Data provided »

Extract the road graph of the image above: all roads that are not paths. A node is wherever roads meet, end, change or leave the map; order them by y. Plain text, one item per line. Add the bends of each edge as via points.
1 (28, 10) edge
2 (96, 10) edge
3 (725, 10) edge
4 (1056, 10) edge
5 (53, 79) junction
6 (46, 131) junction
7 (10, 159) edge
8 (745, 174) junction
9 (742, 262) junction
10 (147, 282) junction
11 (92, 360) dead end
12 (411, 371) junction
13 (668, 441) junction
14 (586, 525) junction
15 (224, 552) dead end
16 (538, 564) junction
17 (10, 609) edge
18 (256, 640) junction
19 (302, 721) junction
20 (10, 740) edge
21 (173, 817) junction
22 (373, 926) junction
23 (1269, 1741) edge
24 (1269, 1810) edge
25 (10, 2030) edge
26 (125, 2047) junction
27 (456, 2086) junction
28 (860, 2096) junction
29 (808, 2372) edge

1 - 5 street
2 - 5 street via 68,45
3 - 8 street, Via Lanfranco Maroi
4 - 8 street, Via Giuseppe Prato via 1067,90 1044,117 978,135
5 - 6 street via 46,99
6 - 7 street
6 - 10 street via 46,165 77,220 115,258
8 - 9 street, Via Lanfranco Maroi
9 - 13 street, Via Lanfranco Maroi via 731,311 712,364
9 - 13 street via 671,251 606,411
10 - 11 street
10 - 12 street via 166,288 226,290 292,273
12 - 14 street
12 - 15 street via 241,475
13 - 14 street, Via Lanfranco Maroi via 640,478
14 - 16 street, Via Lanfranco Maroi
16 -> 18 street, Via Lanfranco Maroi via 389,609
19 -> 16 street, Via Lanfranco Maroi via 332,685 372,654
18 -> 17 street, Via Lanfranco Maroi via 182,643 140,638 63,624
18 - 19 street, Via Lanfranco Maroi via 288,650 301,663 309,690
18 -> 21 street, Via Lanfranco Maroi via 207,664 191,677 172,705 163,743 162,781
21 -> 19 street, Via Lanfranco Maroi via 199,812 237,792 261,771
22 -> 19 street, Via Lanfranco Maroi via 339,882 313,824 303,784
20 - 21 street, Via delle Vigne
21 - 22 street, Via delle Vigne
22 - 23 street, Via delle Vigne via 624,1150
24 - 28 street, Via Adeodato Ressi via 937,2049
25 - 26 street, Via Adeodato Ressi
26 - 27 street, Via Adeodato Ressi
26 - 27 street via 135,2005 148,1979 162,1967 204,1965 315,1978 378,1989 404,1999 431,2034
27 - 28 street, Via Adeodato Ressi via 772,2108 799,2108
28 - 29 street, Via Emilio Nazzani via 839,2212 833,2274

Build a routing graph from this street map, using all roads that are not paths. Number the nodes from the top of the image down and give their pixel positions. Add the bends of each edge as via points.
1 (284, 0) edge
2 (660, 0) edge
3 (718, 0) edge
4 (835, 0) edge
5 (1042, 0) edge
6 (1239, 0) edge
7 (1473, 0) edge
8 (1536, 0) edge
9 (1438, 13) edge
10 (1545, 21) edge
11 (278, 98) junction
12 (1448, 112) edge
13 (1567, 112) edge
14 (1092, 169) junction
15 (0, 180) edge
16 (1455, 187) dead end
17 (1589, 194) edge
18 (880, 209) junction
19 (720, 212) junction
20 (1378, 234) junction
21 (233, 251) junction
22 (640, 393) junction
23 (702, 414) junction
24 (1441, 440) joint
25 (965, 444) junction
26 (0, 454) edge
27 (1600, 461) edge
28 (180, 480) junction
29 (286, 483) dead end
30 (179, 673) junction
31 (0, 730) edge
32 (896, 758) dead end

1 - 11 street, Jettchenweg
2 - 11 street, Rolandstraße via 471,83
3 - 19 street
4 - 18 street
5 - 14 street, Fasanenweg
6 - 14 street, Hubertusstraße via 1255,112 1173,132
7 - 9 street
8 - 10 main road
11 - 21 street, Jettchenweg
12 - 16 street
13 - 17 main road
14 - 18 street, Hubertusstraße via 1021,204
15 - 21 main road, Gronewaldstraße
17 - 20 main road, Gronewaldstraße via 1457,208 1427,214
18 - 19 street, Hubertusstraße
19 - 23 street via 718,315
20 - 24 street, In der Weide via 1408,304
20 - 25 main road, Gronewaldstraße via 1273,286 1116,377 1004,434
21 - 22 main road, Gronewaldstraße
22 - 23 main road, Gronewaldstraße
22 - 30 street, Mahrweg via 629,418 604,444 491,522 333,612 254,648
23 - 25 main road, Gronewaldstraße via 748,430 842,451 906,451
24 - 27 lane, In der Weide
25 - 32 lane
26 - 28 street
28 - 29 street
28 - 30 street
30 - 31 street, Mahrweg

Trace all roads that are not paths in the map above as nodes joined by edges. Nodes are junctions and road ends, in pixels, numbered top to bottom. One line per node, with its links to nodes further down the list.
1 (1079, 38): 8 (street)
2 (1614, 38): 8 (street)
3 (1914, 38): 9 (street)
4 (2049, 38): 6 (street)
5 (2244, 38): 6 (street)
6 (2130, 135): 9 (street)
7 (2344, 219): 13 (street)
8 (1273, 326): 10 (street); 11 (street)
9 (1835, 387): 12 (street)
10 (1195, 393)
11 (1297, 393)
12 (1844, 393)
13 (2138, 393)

Exercise directions » Using the entries above, copy exactly the lines from the one containing "Trace all roads" through the last, both included.

Task solution »
Trace all roads that are not paths in the map above as nodes joined by edges. Nodes are junctions and road ends, in pixels, numbered top to bottom. One line per node, with its links to nodes further down the list.
1 (1079, 38): 8 (street)
2 (1614, 38): 8 (street)
3 (1914, 38): 9 (street)
4 (2049, 38): 6 (street)
5 (2244, 38): 6 (street)
6 (2130, 135): 9 (street)
7 (2344, 219): 13 (street)
8 (1273, 326): 10 (street); 11 (street)
9 (1835, 387): 12 (street)
10 (1195, 393)
11 (1297, 393)
12 (1844, 393)
13 (2138, 393)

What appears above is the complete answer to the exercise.